Councilman Gravitt lead a discussion about door-to-door solicitations and sales in the city, asking for a requirement that they be permitted and have identification with a city seal hung around their neck and an identifying sign on the sides of cars. The dialogue among the councilmen and city attorney about the ordinance written in 1993 pertaining to this matter came to the conclusion that it is outdated. A decision was made to overhaul the ordinance in its entirety.
A vote was taken on seven appointments to the East Ridge Industrial Development Board.
City Manager Andrew Hyatt also received approval for spending no more than $8,000 for the engraved stone Vietnam Veterans War Memorial to be placed next to the flag pole at city hall in honor of the Vietnam Veterans from East Ridge that lost their lives.

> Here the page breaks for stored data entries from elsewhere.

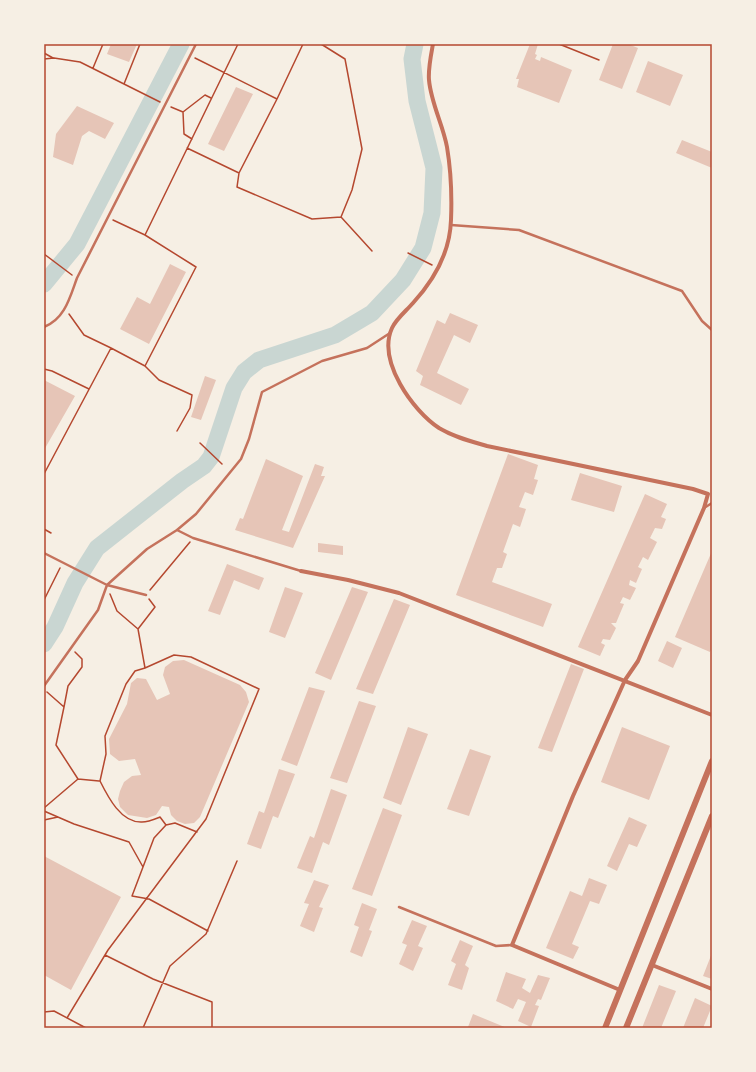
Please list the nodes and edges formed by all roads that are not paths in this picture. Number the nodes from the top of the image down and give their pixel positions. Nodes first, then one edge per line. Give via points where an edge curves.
1 (196, 44) edge
2 (433, 44) edge
3 (451, 225) junction
4 (44, 327) edge
5 (712, 330) edge
6 (390, 333) junction
7 (712, 503) edge
8 (704, 508) junction
9 (176, 530) junction
10 (44, 553) edge
11 (301, 571) joint
12 (106, 585) junction
13 (146, 595) road end
14 (625, 680) junction
15 (44, 686) edge
16 (712, 715) edge
17 (712, 761) edge
18 (712, 816) edge
19 (398, 907) dead end
20 (512, 946) junction
21 (652, 965) junction
22 (712, 989) edge
23 (620, 990) junction
24 (605, 1028) edge
25 (626, 1028) edge

1 - 4 lane via 78,278 66,310
2 - 3 street via 429,80 446,146 452,196
3 - 5 lane via 519,230 682,291 702,321
3 - 6 street via 439,268
6 - 8 street via 390,359 398,384 433,423 455,436 487,446 694,489 708,494
6 - 9 lane via 367,348 322,361 262,392 241,459 196,514
7 - 8 lane
8 - 14 street via 638,661
9 - 11 lane
9 - 12 lane via 147,549
10 - 12 lane
11 - 14 street via 399,593
12 - 13 lane
12 - 15 lane via 98,610
14 - 16 street
14 - 20 street via 573,796
17 - 23 street
18 - 21 street
19 - 20 lane via 496,946
20 - 23 street
21 - 22 street
21 - 25 street
23 - 24 street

East Ridge resident Mimi Lowrey reported on the city’s community garden referred to as The Salad Patch that she organizes. The ground has been tilled and planting will take place at the end of next week. Volunteers do not always show up to work in the garden she said, but this year people from the Community Kitchen have volunteered to help. A lot of the food that is harvested will then go to the food bank. She also asked the council for permission to place raised beds at land on McBrian Road. She said this location and the elevated gardens would allow senior citizens and those with disabilities to use them because of easy access.